I just find charm in a mountaintop.

Yep, the groups and the headset crowd are definitely missing a large part of the experience. Mountaintops and woods without the sound system.

Boudin
09-11-2008, 10:54
Groups in the woods can be a lot of fun. My daughter (17 the end of this month) is a great little backpacker. She has grown up around thru-hikers. Hiding a child from the world is not the key. Education is. She knows what goes on when "adults" get together in the woods. And she knows about college kids. If you think you are hiding them from life then you have not walked down the hall of a high school lately nor have you watched any teen programs on TV. Just because a child knows what a "safety meeting" is, doesn't mean that they have to participate. An educated child can and will make better decisions. Sorry if I'm a little off topic....just venting.

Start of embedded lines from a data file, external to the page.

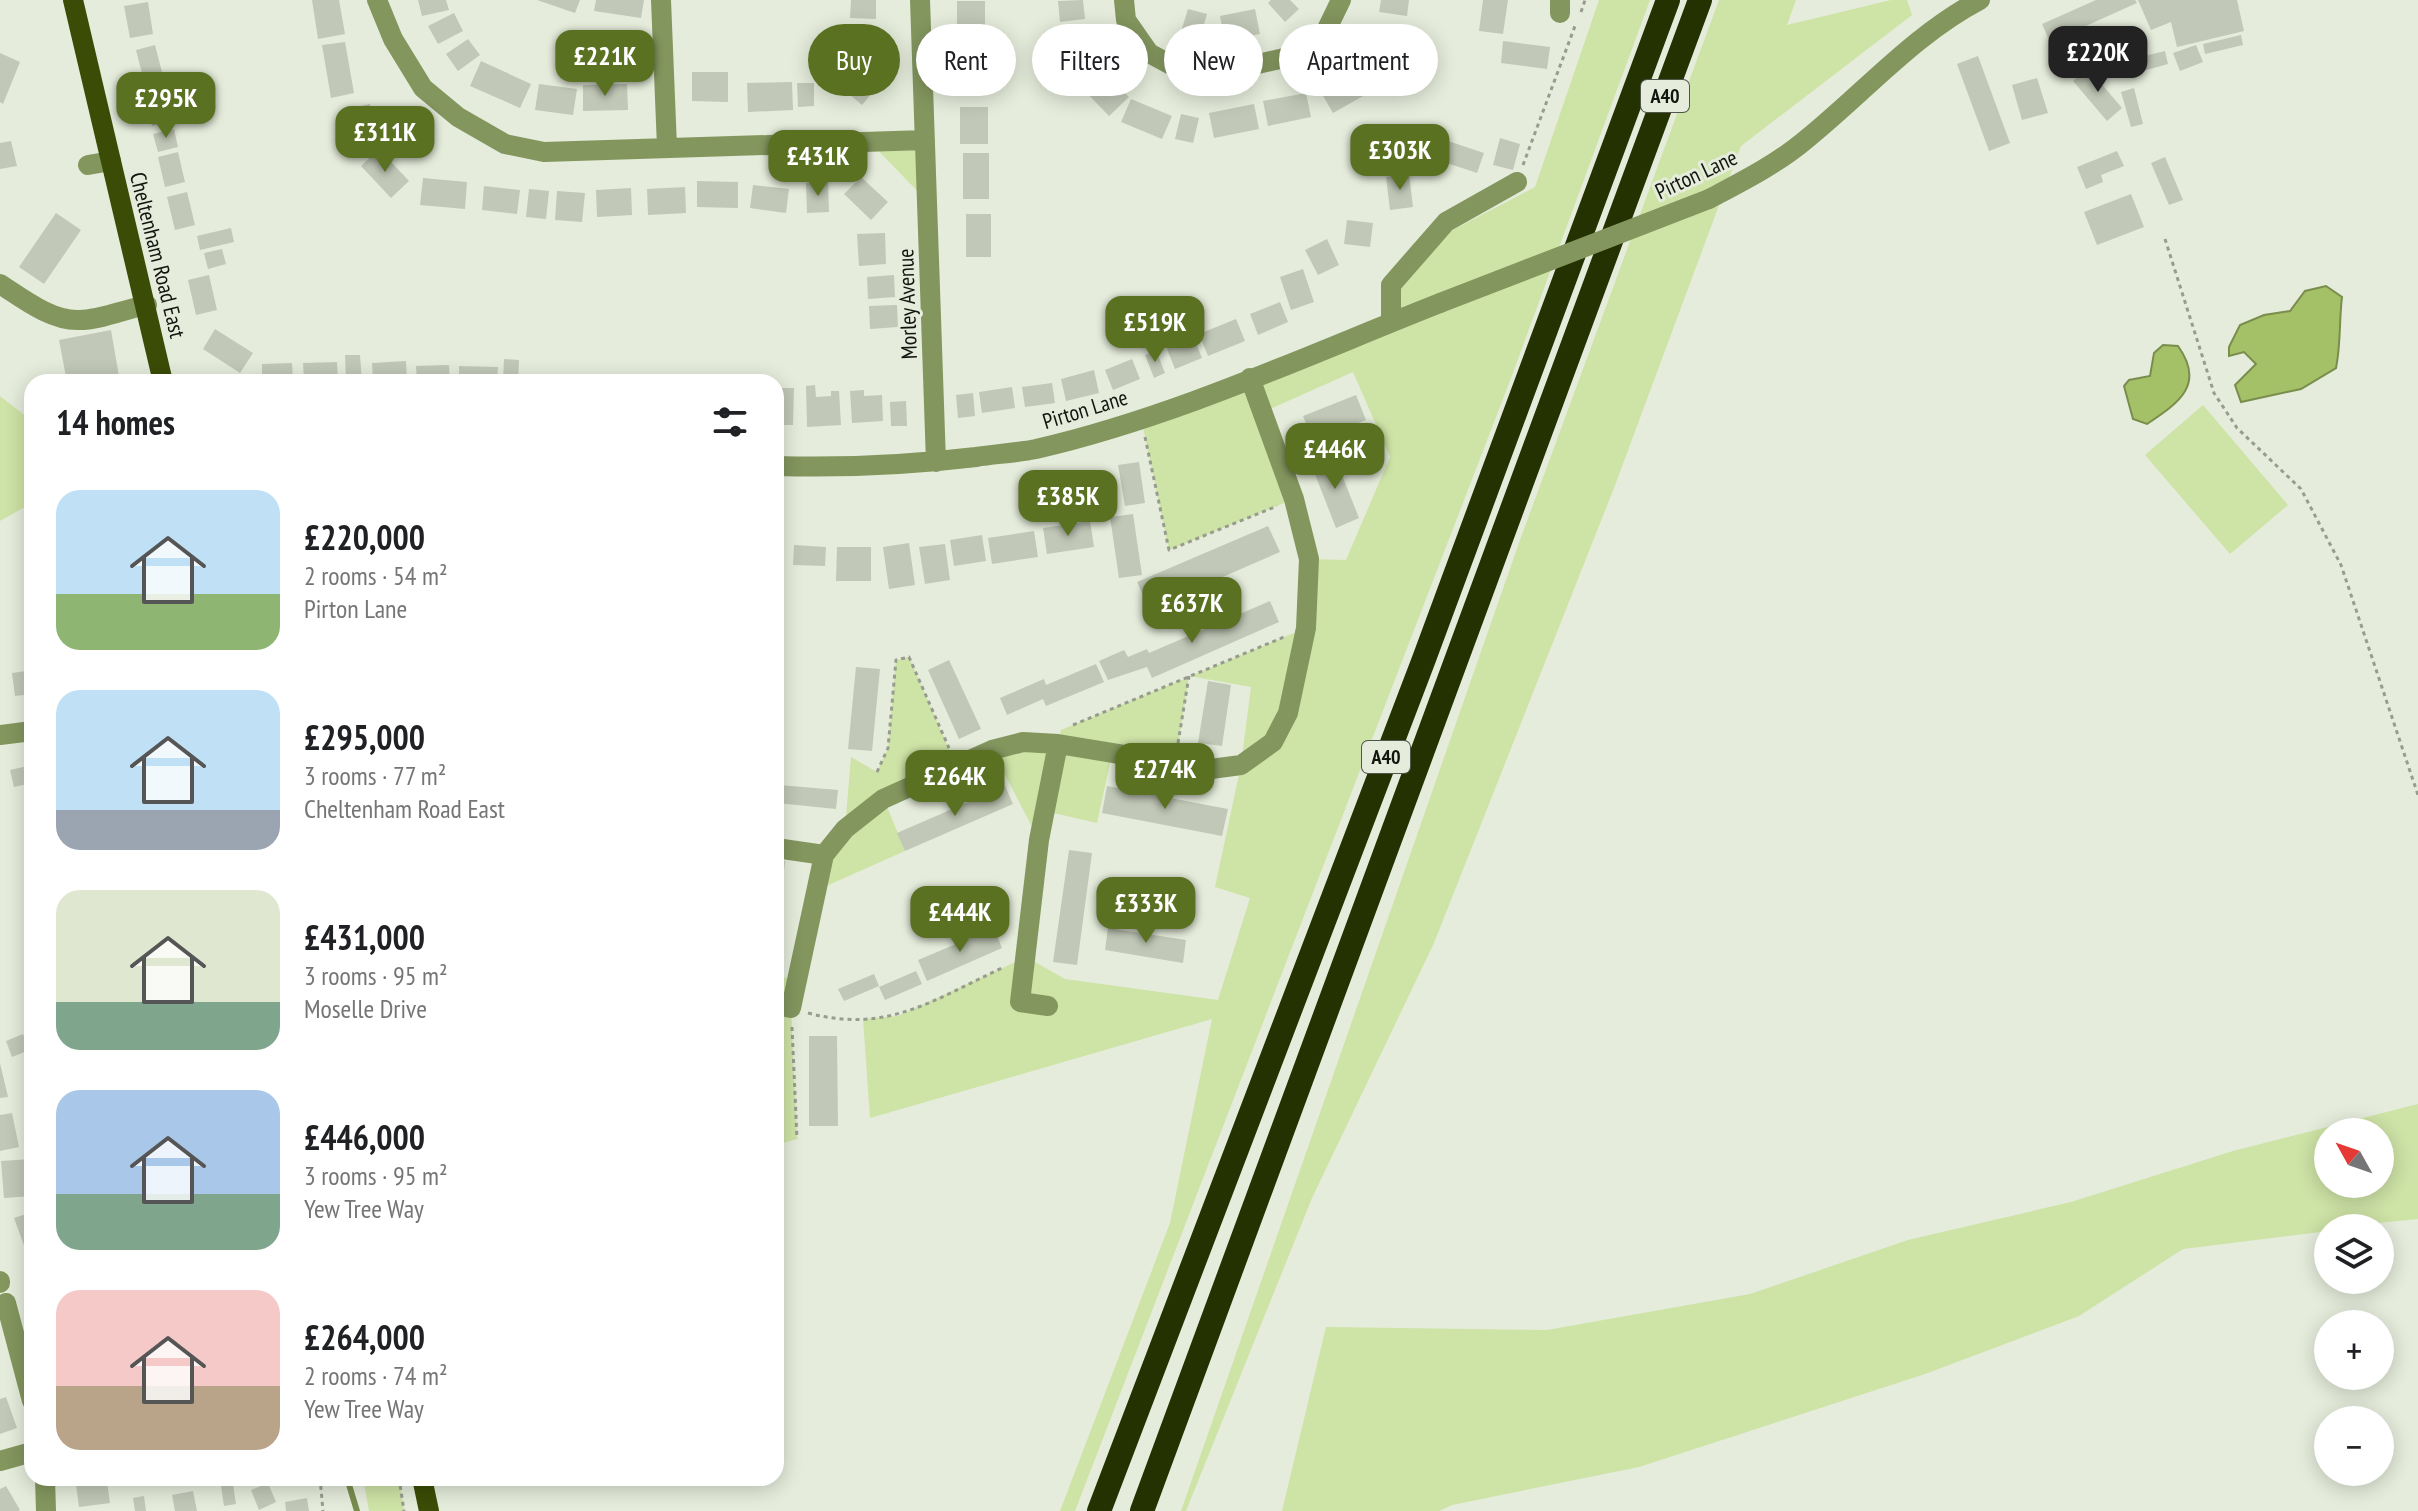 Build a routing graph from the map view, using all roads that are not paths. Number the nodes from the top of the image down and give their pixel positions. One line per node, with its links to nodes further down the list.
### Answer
1 (73, 0): 12 (main road, Cheltenham Road East)
2 (377, 0): 11 (street)
3 (661, 0): 11 (street)
4 (920, 0): 10 (street, Morley Avenue)
5 (1124, 0): 6 (street)
6 (1341, 0)
7 (1668, 0): 37 (highway, A40)
8 (1700, 0): 38 (highway, A40)
9 (1980, 0): 17 (street, Pirton Lane, bridge)
10 (925, 140): 11 (street); 20 (street, Morley Avenue)
11 (667, 147)
12 (111, 161): 13 (street); 16 (main road, Cheltenham Road East)
13 (88, 165)
14 (1517, 182): 17 (street)
15 (0, 284): 16 (street)
16 (147, 305): 18 (main road, Cheltenham Road East)
17 (1391, 322): 19 (street, Pirton Lane)
18 (161, 374)
19 (1250, 378): 20 (street, Pirton Lane); 24 (street)
20 (936, 462): 21 (street, Pirton Lane)
21 (784, 466)
22 (24, 732): 23 (street)
23 (0, 735)
24 (1058, 744): 26 (street); 27 (street)
25 (784, 849): 26 (street)
26 (824, 855): 28 (street)
27 (1048, 1006)
28 (784, 1007)
29 (6, 1303): 30 (street)
30 (24, 1371)
31 (24, 1454): 32 (street)
32 (0, 1461)
33 (45, 1486): 35 (street)
34 (424, 1486): 36 (main road)
35 (46, 1511)
36 (429, 1511)
37 (1099, 1511)
38 (1142, 1511) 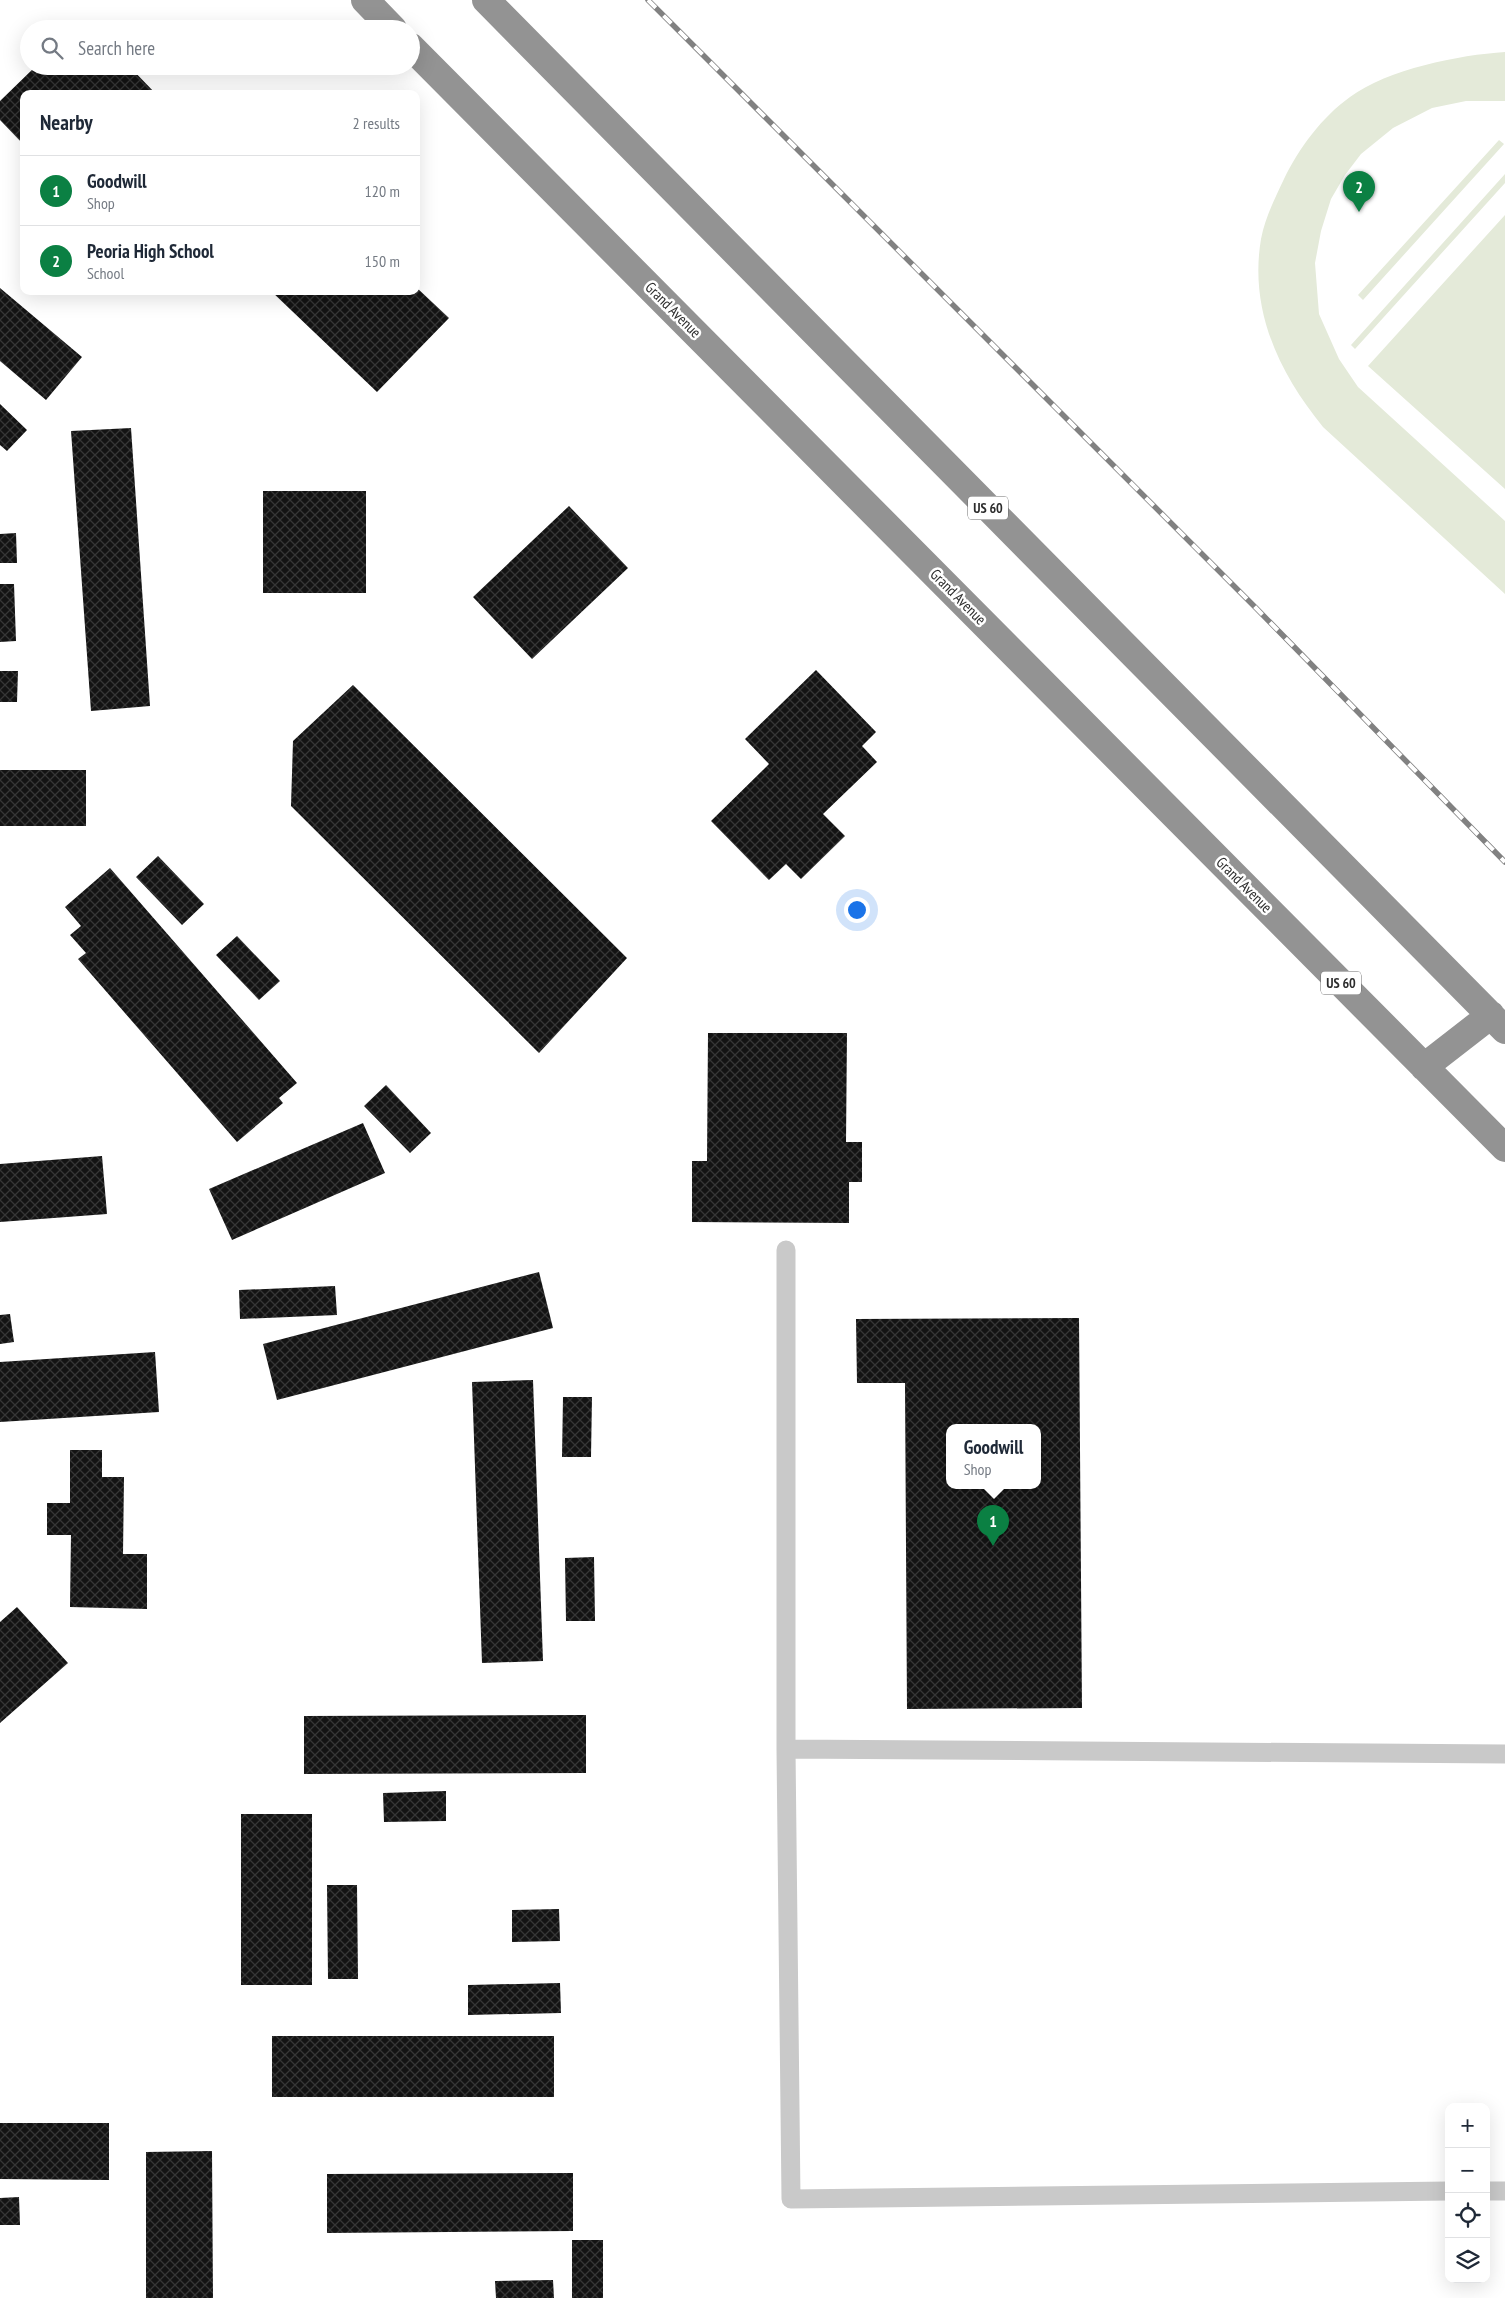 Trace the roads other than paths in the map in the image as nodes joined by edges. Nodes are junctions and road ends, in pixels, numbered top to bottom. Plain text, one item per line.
1 (364, 0) edge
2 (486, 0) edge
3 (384, 20) edge
4 (420, 56) edge
5 (1498, 1023) edge
6 (1424, 1067) junction
7 (1505, 1148) edge
8 (786, 1250) dead end
9 (786, 1749) junction
10 (1505, 1754) edge
11 (1445, 2191) edge
12 (1490, 2191) edge
13 (1505, 2191) edge

1 - 3 highway
2 - 5 highway, US 60
4 - 6 highway, Grand Avenue / US 60
5 - 6 highway
6 - 7 highway, Grand Avenue / US 60
8 - 9 lane
9 - 10 lane
9 - 11 lane
12 - 13 lane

Enjoy the people around you, or find someplace without people.

Boudin
09-11-2008, 10:55
If ya'll get mad and post a reply, I will have to respond tonight. My library time is up 8 minutes.

wakapak
09-11-2008, 11:13
Boudin!!! your kids are great, and i think it's wonderful they've grown up around thru-hikers and have experienced more of the "real world" than alot of kids these days!! you're right, just cause a kid knows what a "safety meeting" is doesnt mean they have to join in!!

minnesotasmith
09-11-2008, 11:19
I ran into a group in the SNP of about 15 people (Adults of varying ages). Not one of them said a word. It was certainly a different experience. As I met them I said "Hi". Some smiled and nodded, not one of them said a word.

I saw a group of 4 or 5 of them on my thru in '06. They communicated amongst themselves with sign language, and ignored normals that tried to talk to them.

mudhead
09-11-2008, 12:27
I figure you don't mean anything, but that reads harsh. Maybe your missus can explain it.

A smile or wave covers it for me, here in a busy NP, a number of people only do just that.